Work order:
Among the entries, find the lines with the string "then" and report them.

Collected data entries:

────────────────────

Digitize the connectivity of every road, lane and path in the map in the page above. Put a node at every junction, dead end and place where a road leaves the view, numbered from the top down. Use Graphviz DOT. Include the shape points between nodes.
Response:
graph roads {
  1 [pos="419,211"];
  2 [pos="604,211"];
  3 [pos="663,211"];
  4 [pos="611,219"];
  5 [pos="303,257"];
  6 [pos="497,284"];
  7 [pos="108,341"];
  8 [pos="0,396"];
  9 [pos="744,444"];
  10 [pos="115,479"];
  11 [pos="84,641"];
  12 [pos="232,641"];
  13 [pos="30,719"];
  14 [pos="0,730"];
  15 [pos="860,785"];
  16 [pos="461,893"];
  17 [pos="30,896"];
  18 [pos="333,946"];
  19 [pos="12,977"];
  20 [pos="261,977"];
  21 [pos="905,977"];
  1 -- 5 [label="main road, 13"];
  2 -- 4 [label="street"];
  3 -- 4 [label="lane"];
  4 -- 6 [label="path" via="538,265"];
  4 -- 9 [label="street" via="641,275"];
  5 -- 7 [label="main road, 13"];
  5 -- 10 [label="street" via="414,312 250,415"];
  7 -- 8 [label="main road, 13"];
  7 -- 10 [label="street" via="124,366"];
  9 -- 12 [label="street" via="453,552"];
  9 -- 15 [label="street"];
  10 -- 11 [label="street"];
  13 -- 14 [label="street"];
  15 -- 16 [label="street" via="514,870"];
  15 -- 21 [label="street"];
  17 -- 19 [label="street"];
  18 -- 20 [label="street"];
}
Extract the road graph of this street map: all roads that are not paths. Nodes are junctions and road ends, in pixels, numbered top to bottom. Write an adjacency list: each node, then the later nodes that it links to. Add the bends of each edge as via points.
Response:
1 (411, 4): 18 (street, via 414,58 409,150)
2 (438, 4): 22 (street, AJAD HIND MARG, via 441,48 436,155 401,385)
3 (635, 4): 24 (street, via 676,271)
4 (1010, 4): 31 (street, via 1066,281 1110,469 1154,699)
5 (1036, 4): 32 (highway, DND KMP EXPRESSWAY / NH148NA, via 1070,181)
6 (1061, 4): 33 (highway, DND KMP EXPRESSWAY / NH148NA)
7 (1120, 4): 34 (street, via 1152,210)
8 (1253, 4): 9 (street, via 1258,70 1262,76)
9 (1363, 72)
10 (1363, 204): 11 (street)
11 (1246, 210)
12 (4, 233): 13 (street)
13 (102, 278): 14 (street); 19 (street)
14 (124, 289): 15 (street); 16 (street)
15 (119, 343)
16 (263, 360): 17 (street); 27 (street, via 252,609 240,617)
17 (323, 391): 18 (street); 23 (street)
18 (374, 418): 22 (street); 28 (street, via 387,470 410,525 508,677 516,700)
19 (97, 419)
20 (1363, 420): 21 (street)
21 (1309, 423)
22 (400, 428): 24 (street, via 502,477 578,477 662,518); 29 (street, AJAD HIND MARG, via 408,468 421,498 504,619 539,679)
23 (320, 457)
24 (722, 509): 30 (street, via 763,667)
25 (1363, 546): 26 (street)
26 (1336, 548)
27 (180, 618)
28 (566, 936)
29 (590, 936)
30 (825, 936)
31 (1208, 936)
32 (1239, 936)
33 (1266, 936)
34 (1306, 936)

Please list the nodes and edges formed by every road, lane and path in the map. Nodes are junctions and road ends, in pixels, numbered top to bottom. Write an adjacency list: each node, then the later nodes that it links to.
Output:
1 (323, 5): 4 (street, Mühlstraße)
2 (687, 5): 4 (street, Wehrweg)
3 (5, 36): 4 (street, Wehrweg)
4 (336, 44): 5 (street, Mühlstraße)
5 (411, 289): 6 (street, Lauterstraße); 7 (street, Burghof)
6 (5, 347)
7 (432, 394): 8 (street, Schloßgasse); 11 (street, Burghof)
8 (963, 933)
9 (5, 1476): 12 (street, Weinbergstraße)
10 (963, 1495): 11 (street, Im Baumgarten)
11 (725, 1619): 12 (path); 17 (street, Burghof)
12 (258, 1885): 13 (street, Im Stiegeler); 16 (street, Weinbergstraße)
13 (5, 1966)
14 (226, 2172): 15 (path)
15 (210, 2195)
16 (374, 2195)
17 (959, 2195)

────────────────────

Solution below:
Extract the road graph of this street map: all roads that are not paths. Nodes are junctions and road ends, in pixels, numbered top to bottom. Write an adjacency list: each node, then the later nodes that it links to. Add the bends of each edge as via points.
Please list the nodes and edges formed by every road, lane and path in the map. Nodes are junctions and road ends, in pixels, numbered top to bottom. Write an adjacency list: each node, then the later nodes that it links to.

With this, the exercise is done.